= Environmental issues in Bulgaria =

Like other countries in the Soviet sphere of influence, Bulgaria strongly emphasized heavy industry and intensive agriculture but did not mitigate the environmental consequences of such a policy. As a result, in the early 1990s an estimated 60 percent of agricultural land was polluted by fertilizers and pesticides, two-thirds of rivers were polluted, and two-thirds of primary forests had been leveled.

== History ==
Although environmental awareness improved in the post-communist era, the state’s lack of administrative strength and fears of unemployment prevented the curtailment of many dangerous practices. For example, the four reactors of Bulgaria’s only nuclear power plant, the Kozloduy Nuclear Power Plant, were declared unsafe in the early 1990s, but the first reactor closure occurred only in 2003. All four of the original VVER-440/230 reactors have since been shut down, with only the two newer VVER-1000 units still in operation.

Because cleanup has been economically problematic in the post-communist era, in the mid-2000s Bulgaria still had grave environmental crises. Among them were air pollution from industrial emissions; the inability to filter effluents into rivers, leading to concentrations of untreated sewage, heavy metals, and detergents; severely depleted natural forest cover; forest damage from air pollution and resulting acid rain; and soil contamination by heavy metals resulting from improper industrial waste disposal.

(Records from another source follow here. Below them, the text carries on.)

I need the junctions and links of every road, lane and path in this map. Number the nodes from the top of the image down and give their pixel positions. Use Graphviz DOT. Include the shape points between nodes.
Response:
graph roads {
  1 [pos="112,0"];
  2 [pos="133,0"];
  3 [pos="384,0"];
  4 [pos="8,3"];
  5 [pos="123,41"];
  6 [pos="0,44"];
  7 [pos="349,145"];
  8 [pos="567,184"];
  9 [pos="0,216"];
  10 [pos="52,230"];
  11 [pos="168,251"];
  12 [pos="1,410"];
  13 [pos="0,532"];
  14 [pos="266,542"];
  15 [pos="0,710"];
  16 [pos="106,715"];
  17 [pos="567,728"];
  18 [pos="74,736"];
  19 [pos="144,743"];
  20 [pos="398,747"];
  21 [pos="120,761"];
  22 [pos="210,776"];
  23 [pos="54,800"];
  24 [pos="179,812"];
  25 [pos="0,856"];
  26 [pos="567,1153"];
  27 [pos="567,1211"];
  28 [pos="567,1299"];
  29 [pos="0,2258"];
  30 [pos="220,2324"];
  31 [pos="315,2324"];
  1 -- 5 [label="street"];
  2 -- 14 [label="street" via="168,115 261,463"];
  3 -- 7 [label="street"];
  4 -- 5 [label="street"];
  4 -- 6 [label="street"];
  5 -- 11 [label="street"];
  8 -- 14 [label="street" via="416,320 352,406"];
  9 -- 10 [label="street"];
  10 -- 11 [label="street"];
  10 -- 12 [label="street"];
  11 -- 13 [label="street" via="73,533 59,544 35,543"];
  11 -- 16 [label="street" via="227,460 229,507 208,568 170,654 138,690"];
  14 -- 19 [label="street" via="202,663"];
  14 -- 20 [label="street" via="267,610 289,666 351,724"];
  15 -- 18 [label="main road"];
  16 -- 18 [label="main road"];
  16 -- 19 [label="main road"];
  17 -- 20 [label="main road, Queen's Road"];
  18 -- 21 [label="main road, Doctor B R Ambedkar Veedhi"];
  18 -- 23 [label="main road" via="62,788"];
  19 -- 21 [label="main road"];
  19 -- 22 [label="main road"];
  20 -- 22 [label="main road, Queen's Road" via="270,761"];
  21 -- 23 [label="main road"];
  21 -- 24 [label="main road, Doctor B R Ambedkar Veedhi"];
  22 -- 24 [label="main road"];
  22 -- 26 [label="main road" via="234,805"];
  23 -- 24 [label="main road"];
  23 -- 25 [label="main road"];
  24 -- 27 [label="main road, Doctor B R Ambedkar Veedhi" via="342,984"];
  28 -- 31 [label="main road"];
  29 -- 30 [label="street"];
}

In the 1990s and early 2000s, a rapid increase in motor vehicles using leaded fuel exacerbated urban air pollution. The agency responsible for protection against all forms of environmental pollution is the Ministry of Environment and Water. The prospect of membership in the European Union (EU) is expected to raise Bulgaria’s environmental standards.

Bulgaria had a 2018 Forest Landscape Integrity Index mean score of 6.09/10, ranking it 86th globally out of 172 countries.